# Skier dies in tree well at Wolf Creek



## mania (Oct 21, 2003)

Durango Herald News, Skier found dead

very sad. condolences. be careful out there. ski with a partner, even at the resort.


----------



## lmyers (Jun 10, 2008)

Wow, that is a bummer. My condelences to friends and family...I have had a couple of scary experiences with tree wells at Wolf Creek too, usually later in the season though.


----------



## raymo (Aug 10, 2008)

I had a similar experience in Eagles Nest Wilderness Area in the early 80's. My friend and I were on a five day back country trip in very deep snow, he had stoped to adjust his bindings and trailed 15 to 20 minutes behind. I went into the tree well ski tips and knees first with my face planted into the tree, I was bent in a U shape, I could not move my legs or arms because they were pined by my ski pole straps and skis, that were still attached to me. The snow must of been six feet deep around the tree well, with the weight of my back pack, it pushed me very deep in to the tree well.
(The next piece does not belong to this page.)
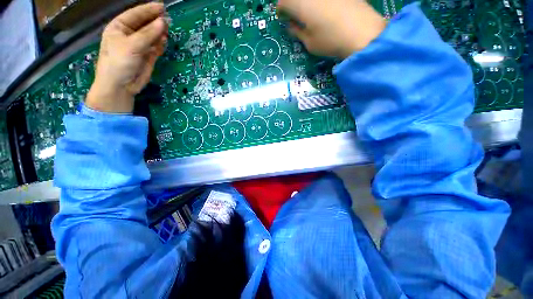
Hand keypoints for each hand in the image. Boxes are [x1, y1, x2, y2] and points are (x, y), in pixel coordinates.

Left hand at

I could not reach my two-way radio that was in my pocket or get to my emergency equipment in my back pack, I had a whisle around my neck but without being able to free my arms, all was useless. I could not scream because my body was so contorted I could barely breathe. The next thing I knew Cris was pulling me out. I agree, ski with a partner. Condolences to family and friends.


----------



## Theophilus (Mar 11, 2008)

Sad deal for the family and a grim reminder.


----------